The 28-year-old businessman from Cardiff, who is blind, claims Uber drivers have left him standing when they see his dog.
He says it is “horrible discrimination” and plans to mount a legal challenge against the firm.
Uber said: “It is totally unacceptable for drivers to refuse to take a guide dog and we investigate every report.”
Mr Williams’ and other taxi passengers’ experiences are due to be highlighted on BBC programme Rip Off Britain on Tuesday.
He says he has taken to speaking to drivers when booking a cab so they know he has the black Labrador retriever travelling with him.
However, he says he often has to try several before he finds a driver who will take him and his dog.
Sometimes cabbies drive off when they see his dog, while others tell him they are allergic to dog hair and refuse to carry the pair.
Mr Williams has retinitis pigmentosa which causes gradual deterioration in sight.

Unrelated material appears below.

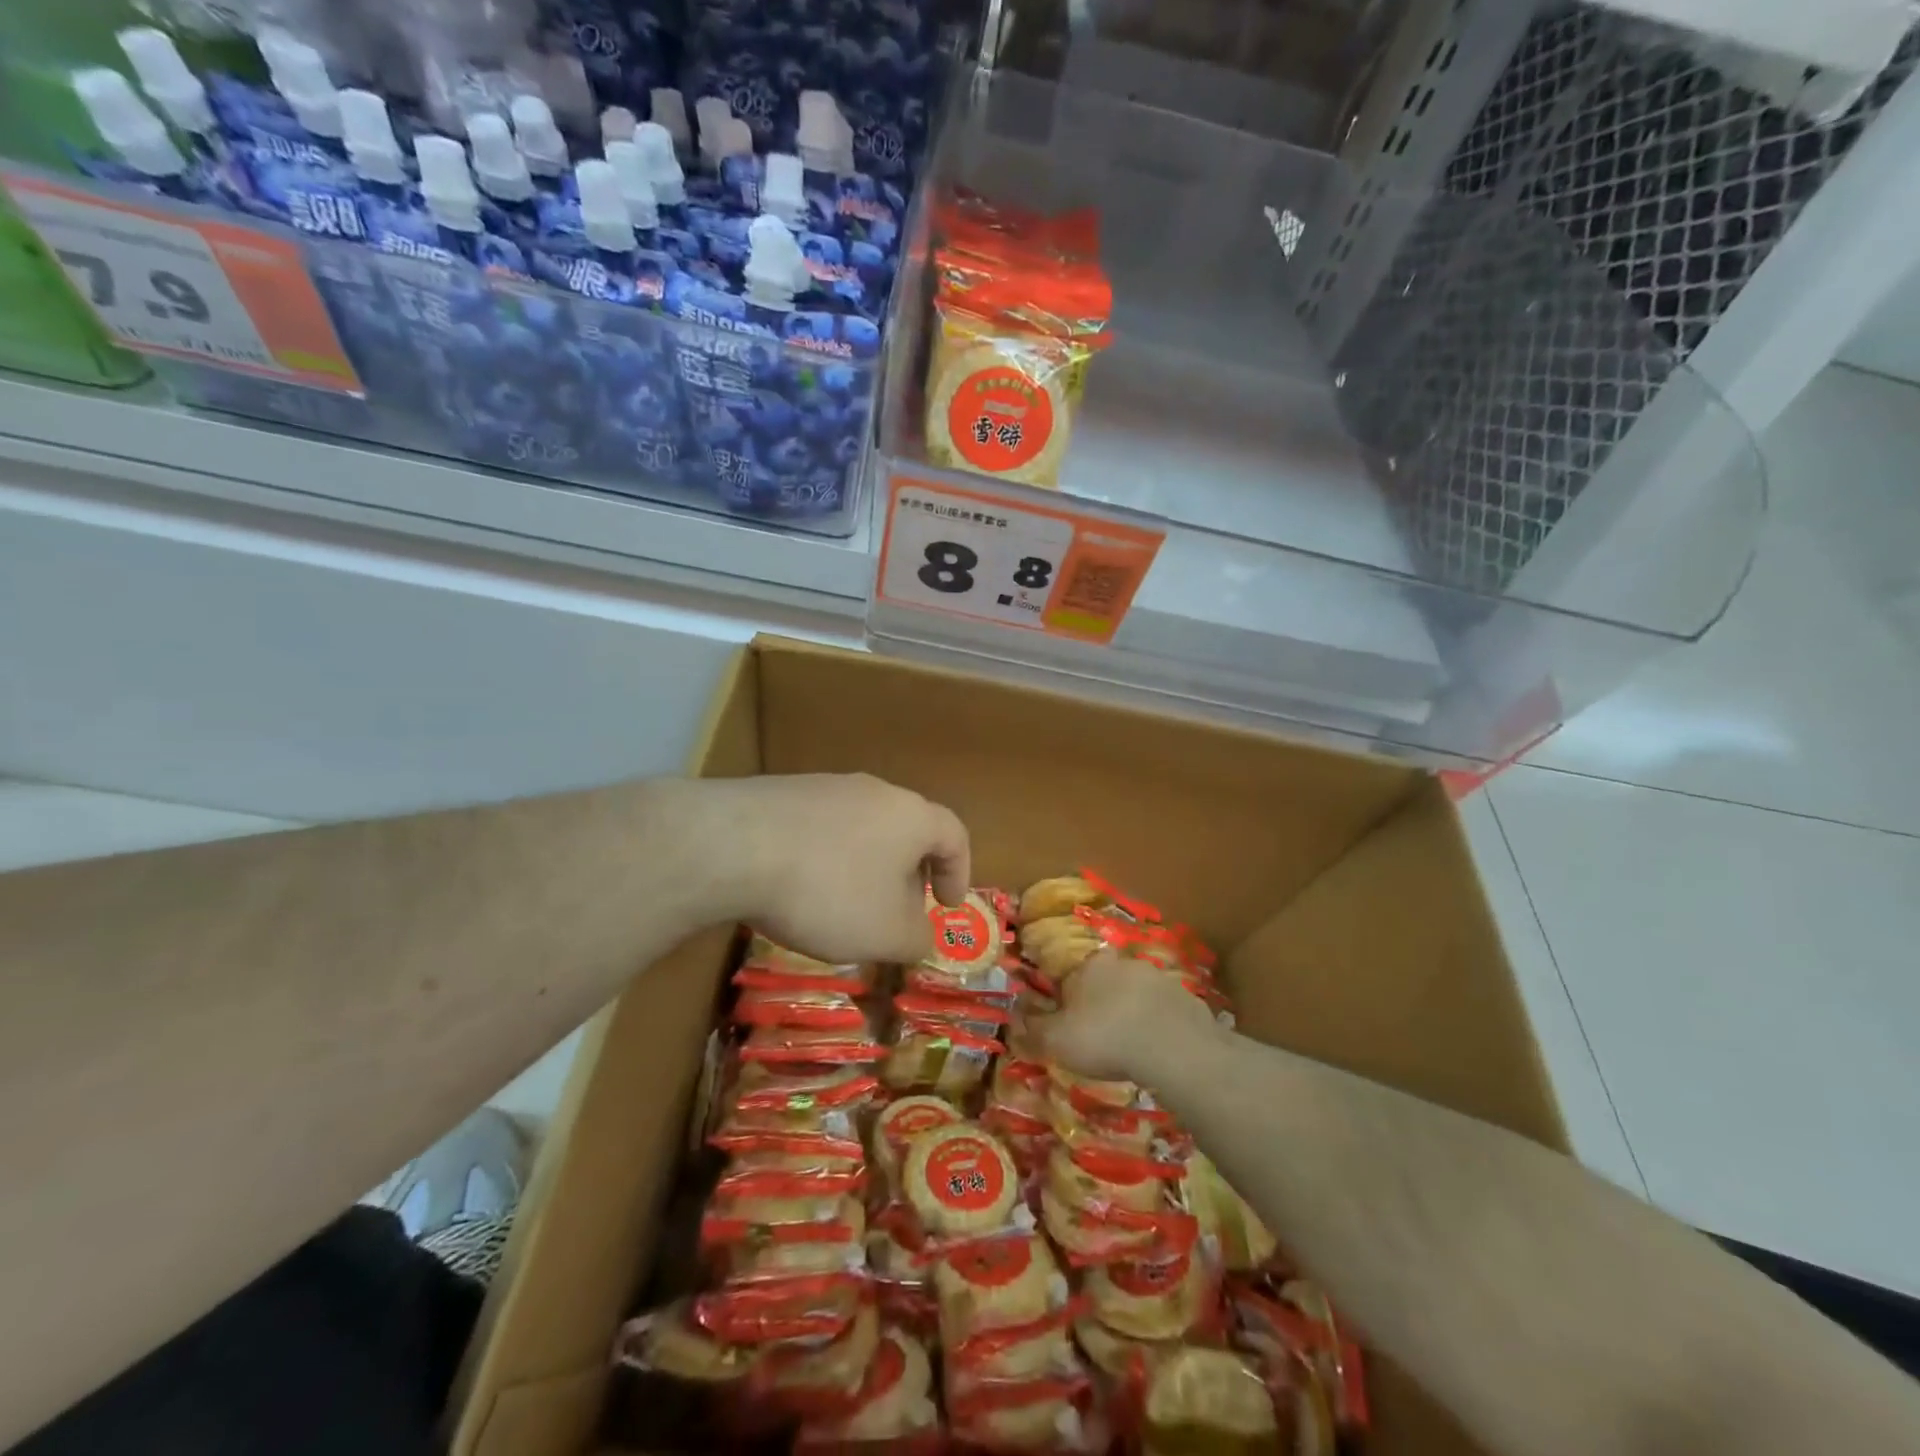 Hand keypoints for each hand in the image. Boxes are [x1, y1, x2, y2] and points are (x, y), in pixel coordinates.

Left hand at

He has been able to see when drivers leave him standing and he says he has a copy of the unfulfilled bookings recorded in his Uber account.
“It makes you feel like a second-class citizen,” he says.
“It shouldn’t be happening in the 21st Century.”
He likes Uber’s app because he can book and pay for a taxi in one go when he is travelling around the UK.
His firm helps companies to be more inclusive and accessible to people with a visual impairment.
Mr Williams has now taken to trying to book a taxi about an hour before he needs it due to the problems he encounters.
“I’ve been late a number of times,” he says.
He believes drivers turn him away because they are concerned about getting dog hair in their vehicles, although some may have a genuine allergy.
The Royal National Institute of Blind People has published its own guidance about how people can challenge discrimination by taxi drivers via a local authority.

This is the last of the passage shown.